### Supplied entries

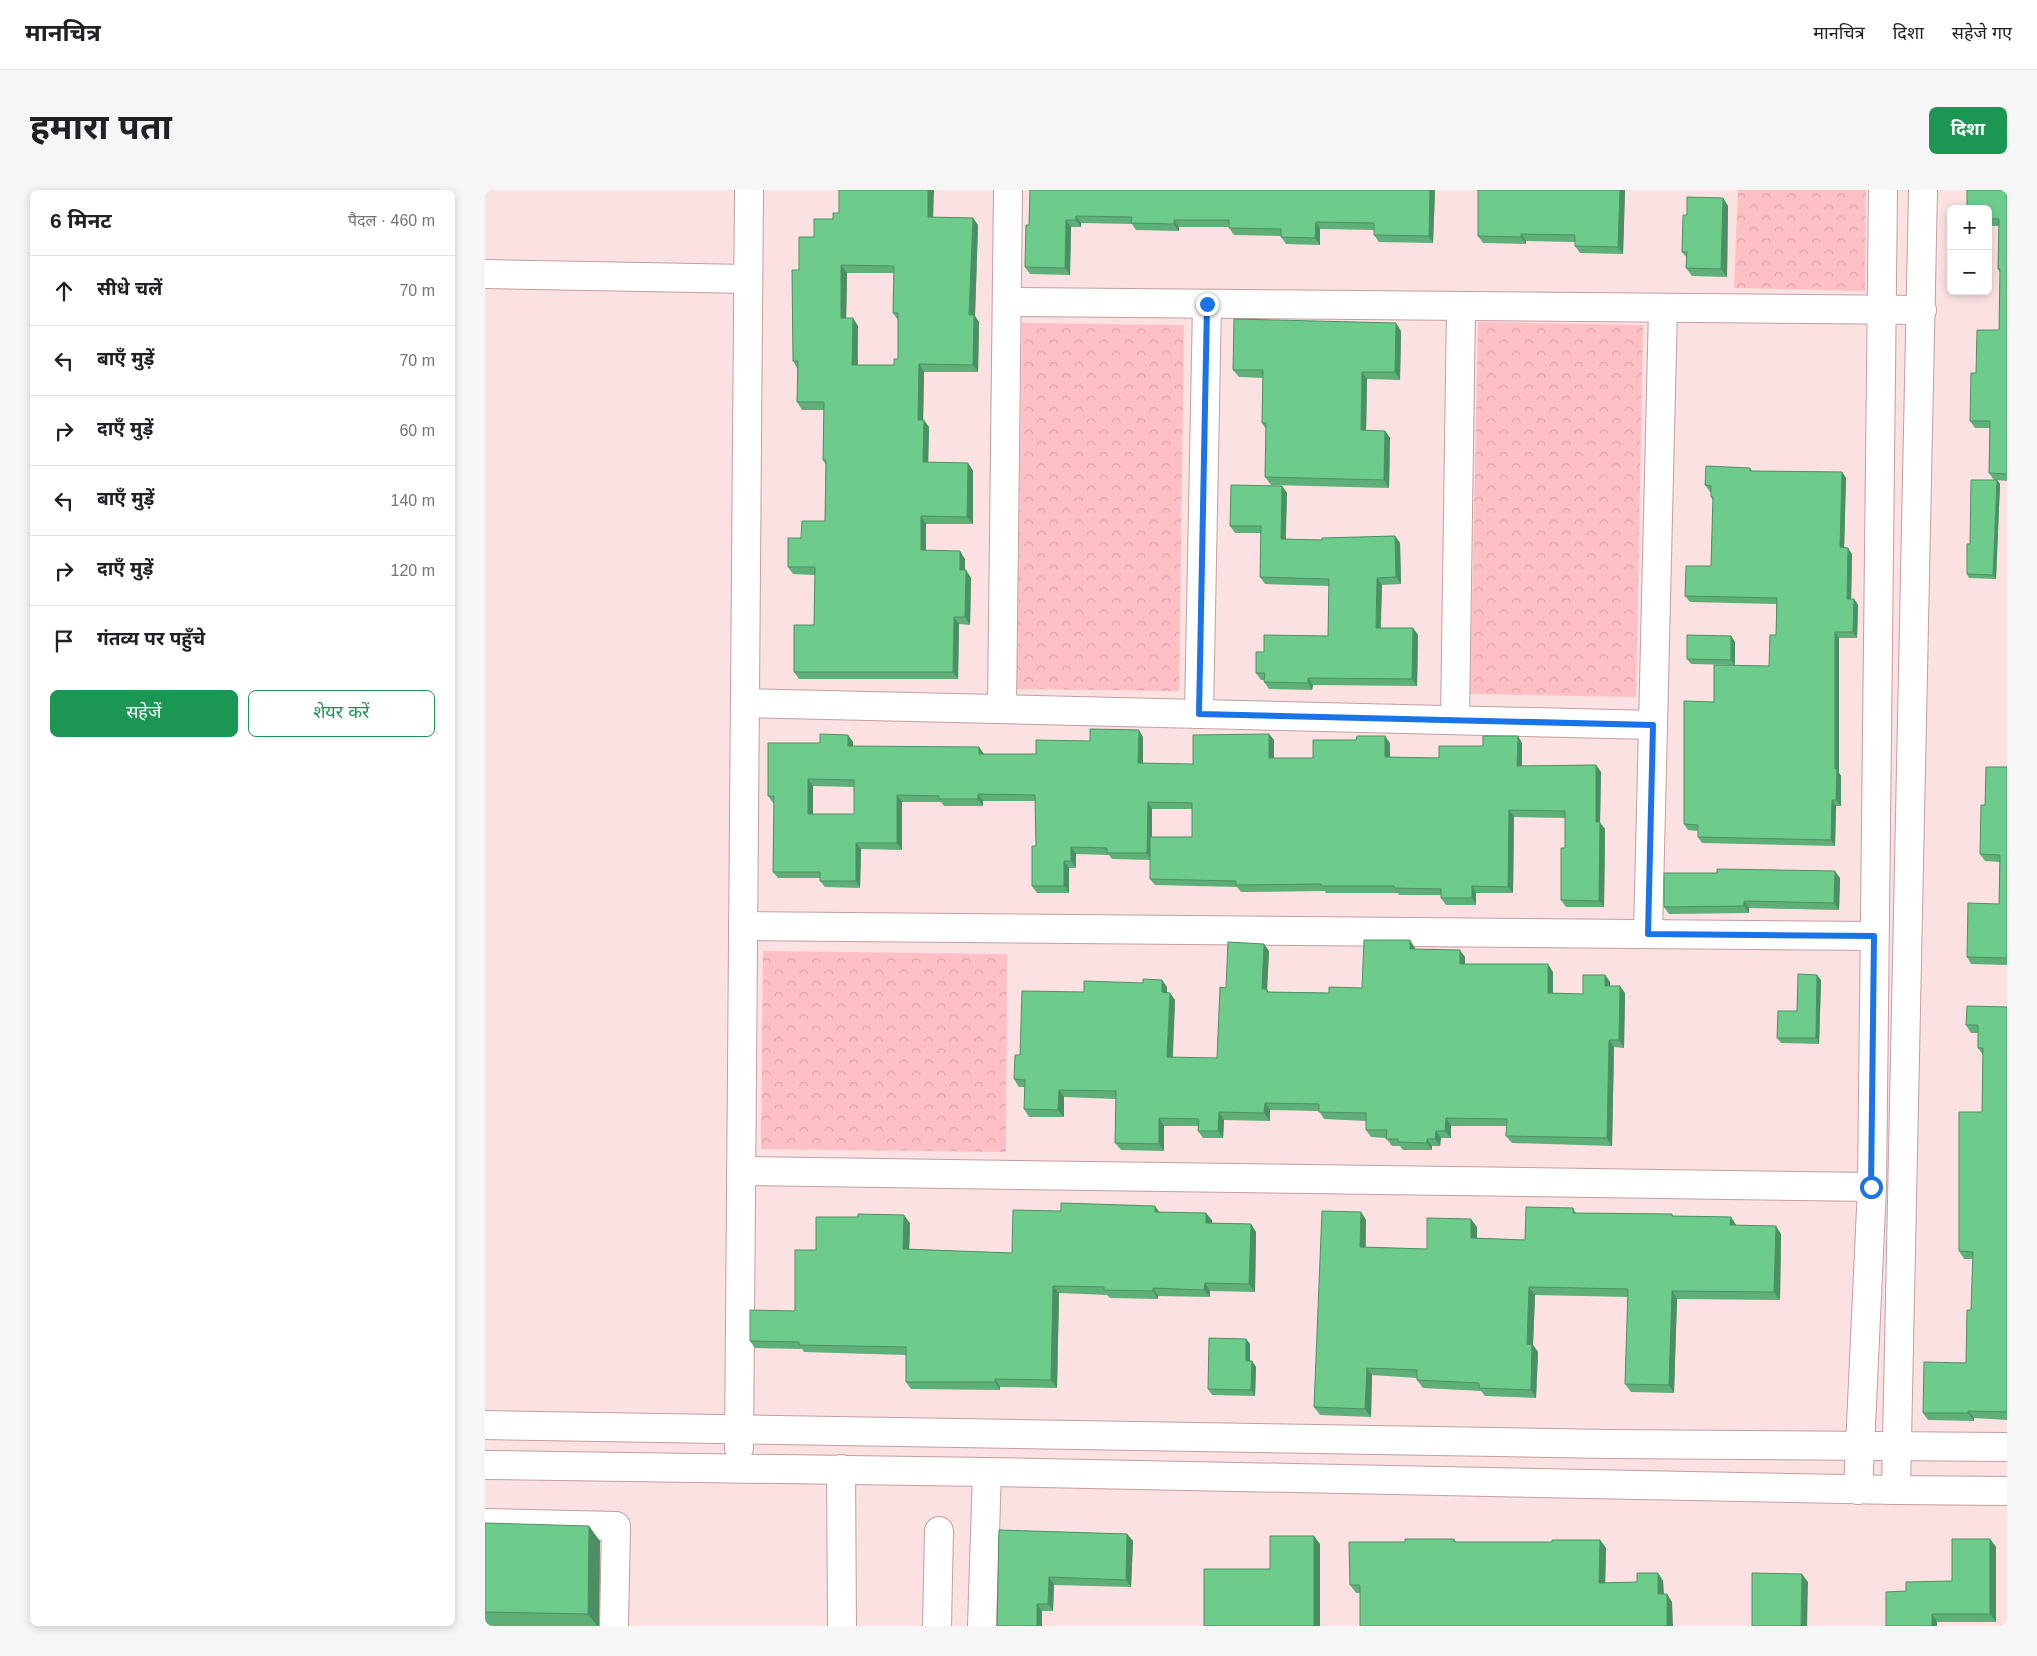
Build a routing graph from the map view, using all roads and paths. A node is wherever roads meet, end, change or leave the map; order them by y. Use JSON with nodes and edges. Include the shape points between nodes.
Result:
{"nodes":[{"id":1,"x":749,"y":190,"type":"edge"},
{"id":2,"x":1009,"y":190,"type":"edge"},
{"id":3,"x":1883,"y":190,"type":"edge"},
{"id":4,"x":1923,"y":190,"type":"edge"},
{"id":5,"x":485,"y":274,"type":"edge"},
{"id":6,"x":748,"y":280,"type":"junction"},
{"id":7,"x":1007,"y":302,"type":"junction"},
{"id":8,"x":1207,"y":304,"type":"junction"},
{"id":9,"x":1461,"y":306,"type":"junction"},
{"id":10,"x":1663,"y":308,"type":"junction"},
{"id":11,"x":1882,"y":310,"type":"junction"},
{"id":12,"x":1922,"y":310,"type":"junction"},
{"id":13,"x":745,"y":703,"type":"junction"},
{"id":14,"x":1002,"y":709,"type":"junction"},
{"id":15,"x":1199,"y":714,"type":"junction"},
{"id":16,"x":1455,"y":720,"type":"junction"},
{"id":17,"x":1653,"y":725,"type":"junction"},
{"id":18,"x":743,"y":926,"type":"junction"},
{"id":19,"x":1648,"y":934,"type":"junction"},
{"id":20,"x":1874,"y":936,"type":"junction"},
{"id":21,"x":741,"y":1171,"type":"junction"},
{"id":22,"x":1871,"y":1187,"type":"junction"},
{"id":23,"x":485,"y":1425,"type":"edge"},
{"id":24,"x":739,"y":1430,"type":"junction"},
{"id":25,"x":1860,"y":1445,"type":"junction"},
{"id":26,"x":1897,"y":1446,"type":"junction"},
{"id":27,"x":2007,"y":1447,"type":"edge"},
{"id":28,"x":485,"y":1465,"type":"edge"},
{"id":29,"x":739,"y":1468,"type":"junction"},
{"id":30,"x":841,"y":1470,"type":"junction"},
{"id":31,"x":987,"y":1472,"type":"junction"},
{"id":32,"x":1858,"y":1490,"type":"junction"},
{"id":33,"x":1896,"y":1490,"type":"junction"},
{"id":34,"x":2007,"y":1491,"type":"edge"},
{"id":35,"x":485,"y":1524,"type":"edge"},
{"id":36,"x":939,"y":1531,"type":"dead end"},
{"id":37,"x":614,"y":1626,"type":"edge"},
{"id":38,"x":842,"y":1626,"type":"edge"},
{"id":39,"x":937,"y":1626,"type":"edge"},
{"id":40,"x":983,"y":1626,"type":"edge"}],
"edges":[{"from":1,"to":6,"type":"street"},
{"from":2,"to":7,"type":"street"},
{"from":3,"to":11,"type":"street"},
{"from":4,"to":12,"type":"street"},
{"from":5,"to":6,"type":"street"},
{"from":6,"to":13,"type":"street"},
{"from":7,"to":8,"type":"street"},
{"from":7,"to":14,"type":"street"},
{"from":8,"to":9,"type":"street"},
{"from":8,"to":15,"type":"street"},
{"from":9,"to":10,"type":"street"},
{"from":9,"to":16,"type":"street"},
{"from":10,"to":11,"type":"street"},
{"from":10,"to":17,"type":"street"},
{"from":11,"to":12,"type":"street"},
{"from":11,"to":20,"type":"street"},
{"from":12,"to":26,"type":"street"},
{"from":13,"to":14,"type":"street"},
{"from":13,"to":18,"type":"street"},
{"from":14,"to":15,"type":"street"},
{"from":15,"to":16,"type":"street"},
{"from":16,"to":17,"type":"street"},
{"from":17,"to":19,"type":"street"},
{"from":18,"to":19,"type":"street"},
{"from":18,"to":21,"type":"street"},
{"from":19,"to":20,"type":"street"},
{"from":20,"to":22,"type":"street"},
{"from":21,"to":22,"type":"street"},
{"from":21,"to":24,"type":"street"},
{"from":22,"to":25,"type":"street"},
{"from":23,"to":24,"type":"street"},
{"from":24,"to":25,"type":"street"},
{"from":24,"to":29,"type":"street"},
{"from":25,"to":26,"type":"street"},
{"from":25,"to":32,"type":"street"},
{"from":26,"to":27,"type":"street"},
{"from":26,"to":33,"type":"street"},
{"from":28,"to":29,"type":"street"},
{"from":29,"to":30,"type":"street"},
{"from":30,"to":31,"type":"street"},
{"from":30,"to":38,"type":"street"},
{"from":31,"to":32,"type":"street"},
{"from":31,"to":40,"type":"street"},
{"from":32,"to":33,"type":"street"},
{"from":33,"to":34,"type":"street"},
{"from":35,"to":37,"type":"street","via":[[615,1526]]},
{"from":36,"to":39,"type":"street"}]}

######

Exercise goal = Wherever the word "nodes" occurs in the data, copy that whole line.

Expected output =
Build a routing graph from the map view, using all roads and paths. A node is wherever roads meet, end, change or leave the map; order them by y. Use JSON with nodes and edges. Include the shape points between nodes.
{"nodes":[{"id":1,"x":749,"y":190,"type":"edge"},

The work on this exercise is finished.